**Assignment**
Filter the material below down to the lines containing the word "none".

**Exercise material**
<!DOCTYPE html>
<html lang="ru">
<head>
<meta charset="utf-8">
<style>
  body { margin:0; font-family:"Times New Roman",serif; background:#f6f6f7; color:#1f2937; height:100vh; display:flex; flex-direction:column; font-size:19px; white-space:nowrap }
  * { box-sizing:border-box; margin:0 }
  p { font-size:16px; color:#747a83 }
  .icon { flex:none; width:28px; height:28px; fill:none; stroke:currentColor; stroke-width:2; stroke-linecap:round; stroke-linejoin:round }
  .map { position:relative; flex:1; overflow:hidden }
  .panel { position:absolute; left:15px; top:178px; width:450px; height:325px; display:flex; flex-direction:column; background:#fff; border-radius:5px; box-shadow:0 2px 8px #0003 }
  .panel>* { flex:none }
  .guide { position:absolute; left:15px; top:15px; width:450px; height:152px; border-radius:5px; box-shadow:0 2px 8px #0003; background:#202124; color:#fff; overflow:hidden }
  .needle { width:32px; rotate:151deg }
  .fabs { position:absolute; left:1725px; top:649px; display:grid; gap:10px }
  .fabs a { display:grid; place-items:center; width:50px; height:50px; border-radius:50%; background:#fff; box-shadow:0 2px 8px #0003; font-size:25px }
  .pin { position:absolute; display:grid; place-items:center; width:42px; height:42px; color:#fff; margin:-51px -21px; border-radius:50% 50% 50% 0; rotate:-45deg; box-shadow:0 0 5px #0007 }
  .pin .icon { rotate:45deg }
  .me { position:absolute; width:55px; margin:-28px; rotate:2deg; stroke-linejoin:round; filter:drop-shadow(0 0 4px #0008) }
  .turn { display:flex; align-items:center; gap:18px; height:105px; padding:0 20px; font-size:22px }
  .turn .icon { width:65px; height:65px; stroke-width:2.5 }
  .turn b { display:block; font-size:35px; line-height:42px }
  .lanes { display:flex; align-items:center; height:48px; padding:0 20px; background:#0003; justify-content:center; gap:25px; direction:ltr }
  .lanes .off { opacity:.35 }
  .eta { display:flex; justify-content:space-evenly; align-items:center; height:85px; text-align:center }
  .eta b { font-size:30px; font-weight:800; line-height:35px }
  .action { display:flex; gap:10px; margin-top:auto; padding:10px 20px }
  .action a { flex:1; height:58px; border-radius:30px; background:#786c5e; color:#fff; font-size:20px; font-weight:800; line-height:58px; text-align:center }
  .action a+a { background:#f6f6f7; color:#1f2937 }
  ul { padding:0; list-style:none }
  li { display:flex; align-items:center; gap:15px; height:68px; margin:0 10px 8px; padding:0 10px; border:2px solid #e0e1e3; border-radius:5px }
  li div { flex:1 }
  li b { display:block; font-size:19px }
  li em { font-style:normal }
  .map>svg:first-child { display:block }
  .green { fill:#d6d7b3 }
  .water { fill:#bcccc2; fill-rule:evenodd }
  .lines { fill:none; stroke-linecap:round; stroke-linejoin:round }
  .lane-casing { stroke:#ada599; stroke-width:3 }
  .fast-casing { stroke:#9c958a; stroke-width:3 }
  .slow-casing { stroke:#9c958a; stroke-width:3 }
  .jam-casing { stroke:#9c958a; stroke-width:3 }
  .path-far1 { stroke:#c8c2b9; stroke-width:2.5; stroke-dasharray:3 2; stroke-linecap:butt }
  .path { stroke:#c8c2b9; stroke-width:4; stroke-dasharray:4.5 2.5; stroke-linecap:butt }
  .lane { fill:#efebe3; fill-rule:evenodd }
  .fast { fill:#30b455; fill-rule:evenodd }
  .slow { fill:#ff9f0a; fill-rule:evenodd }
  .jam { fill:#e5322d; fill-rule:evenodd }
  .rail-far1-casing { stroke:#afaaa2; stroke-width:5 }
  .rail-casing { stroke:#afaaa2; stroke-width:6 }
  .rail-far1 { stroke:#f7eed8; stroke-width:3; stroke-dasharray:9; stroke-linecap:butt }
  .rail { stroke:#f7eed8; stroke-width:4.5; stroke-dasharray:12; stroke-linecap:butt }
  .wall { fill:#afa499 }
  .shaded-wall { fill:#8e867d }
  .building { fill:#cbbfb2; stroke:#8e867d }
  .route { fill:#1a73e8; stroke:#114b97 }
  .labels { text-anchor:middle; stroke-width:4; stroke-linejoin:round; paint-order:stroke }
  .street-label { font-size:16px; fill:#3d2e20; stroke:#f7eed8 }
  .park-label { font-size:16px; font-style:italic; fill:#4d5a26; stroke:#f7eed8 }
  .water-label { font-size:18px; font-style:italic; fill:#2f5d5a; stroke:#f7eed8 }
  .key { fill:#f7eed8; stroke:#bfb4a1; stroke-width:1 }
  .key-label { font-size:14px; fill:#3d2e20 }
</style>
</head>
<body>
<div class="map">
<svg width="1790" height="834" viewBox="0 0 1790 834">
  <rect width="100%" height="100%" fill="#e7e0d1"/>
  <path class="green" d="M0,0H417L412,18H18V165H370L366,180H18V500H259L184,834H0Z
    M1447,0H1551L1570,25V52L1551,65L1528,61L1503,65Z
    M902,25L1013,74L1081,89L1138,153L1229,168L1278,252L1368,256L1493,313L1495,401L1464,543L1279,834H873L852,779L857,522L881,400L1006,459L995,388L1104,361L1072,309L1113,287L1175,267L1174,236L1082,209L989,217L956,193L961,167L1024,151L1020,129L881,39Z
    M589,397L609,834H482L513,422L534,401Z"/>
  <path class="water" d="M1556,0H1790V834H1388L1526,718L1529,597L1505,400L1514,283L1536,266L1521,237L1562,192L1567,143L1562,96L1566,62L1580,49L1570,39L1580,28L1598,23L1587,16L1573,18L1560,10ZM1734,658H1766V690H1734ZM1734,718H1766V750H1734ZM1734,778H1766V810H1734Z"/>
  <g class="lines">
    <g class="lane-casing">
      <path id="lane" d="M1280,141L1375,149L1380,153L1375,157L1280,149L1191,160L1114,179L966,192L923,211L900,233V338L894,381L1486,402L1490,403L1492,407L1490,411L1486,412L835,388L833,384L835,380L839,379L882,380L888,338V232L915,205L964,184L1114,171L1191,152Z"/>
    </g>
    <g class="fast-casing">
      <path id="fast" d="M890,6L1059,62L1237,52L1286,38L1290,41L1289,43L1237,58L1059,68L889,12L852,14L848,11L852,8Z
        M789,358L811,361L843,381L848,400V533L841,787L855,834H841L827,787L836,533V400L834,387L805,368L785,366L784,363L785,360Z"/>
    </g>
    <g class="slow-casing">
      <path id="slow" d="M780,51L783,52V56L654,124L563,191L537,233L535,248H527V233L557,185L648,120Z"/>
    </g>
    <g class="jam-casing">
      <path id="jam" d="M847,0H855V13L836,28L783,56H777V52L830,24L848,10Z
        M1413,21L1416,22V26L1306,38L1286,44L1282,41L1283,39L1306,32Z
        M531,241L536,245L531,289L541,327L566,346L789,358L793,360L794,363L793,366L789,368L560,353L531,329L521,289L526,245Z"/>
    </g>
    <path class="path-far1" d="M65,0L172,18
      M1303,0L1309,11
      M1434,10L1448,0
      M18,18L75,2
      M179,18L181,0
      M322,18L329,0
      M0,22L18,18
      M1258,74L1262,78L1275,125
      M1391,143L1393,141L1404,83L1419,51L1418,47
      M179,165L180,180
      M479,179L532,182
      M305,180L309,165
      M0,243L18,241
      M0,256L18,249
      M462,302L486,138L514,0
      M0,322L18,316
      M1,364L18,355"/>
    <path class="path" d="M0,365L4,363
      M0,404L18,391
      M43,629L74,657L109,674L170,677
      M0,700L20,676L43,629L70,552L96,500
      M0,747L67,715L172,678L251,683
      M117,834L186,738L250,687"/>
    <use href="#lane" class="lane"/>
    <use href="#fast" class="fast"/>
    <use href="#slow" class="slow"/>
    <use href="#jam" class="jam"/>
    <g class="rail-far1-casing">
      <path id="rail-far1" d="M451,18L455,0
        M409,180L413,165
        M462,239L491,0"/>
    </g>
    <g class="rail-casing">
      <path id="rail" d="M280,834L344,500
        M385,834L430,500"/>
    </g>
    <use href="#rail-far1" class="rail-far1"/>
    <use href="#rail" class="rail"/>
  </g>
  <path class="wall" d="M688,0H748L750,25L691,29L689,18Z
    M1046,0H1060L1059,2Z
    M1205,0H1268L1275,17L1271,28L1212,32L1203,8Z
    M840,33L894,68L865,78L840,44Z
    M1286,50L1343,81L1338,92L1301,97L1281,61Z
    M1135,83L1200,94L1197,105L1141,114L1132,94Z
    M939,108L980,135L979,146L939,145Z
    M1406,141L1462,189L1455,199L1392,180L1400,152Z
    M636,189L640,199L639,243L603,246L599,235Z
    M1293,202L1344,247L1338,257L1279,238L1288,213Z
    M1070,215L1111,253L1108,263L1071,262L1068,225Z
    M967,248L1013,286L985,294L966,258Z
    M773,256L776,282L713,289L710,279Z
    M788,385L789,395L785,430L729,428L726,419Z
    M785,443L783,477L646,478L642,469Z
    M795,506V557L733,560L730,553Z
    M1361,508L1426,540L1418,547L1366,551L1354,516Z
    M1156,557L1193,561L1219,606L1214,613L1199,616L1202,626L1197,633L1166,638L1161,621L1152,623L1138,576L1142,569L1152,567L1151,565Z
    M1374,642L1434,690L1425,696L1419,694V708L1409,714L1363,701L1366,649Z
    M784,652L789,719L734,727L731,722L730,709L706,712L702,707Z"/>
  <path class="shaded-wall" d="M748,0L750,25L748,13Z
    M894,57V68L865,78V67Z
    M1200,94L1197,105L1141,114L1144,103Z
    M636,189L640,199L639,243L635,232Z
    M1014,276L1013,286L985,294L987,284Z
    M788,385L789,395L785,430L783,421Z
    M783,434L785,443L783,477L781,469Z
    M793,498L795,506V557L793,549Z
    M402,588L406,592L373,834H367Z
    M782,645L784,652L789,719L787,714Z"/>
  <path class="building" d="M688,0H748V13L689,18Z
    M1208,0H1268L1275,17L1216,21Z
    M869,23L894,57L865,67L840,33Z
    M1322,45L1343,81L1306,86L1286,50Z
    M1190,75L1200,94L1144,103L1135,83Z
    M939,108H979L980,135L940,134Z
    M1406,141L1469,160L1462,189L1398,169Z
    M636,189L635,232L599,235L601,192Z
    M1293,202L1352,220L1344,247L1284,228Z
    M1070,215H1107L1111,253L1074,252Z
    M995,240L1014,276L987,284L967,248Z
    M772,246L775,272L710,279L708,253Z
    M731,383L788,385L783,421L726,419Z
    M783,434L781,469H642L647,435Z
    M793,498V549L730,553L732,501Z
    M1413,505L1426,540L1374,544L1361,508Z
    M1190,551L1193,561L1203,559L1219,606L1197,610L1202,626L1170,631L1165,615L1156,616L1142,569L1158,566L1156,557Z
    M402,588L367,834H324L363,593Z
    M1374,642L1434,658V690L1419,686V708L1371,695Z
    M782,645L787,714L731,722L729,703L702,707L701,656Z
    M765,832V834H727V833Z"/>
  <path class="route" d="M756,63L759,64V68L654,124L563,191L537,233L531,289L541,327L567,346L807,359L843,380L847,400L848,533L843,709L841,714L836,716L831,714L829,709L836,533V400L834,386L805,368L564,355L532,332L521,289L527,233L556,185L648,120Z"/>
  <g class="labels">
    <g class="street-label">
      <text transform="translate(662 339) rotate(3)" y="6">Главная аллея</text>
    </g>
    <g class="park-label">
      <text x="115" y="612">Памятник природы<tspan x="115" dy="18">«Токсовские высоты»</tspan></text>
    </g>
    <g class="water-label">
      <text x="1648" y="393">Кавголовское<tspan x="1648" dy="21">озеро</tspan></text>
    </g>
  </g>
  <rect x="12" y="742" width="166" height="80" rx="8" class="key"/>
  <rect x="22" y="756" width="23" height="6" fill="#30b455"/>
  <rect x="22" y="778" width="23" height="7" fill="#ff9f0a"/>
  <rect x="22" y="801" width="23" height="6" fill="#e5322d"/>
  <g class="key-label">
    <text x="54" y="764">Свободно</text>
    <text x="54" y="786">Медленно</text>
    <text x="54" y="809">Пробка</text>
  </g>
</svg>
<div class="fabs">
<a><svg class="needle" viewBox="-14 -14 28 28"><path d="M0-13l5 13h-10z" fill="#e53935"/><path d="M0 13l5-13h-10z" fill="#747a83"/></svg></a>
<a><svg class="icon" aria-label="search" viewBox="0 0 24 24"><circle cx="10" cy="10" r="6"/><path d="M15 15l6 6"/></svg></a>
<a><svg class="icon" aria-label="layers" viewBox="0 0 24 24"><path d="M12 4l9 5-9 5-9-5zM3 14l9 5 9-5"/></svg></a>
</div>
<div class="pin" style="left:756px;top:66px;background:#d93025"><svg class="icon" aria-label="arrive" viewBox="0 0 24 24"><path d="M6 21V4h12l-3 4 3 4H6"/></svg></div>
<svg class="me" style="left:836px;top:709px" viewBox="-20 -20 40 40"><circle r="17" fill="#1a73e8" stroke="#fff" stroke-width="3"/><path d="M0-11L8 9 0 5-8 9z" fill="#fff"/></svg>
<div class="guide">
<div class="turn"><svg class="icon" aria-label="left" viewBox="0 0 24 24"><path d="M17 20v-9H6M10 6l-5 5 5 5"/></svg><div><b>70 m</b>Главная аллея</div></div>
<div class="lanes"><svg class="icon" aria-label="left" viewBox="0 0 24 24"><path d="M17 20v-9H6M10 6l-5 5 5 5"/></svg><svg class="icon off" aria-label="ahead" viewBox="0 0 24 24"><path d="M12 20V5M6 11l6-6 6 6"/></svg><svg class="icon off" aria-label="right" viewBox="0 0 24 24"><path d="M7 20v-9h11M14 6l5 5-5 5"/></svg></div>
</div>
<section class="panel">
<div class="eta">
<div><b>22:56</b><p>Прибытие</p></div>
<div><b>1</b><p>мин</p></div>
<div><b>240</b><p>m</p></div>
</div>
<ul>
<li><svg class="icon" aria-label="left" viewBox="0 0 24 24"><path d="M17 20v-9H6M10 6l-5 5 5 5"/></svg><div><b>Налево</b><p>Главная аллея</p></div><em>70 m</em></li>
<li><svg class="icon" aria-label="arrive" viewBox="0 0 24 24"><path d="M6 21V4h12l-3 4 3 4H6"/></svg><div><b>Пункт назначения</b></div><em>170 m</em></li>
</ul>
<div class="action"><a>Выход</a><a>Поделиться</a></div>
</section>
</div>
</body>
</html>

**Solution**
  .icon { flex:none; width:28px; height:28px; fill:none; stroke:currentColor; stroke-width:2; stroke-linecap:round; stroke-linejoin:round }
  .panel>* { flex:none }
  ul { padding:0; list-style:none }
  .lines { fill:none; stroke-linecap:round; stroke-linejoin:round }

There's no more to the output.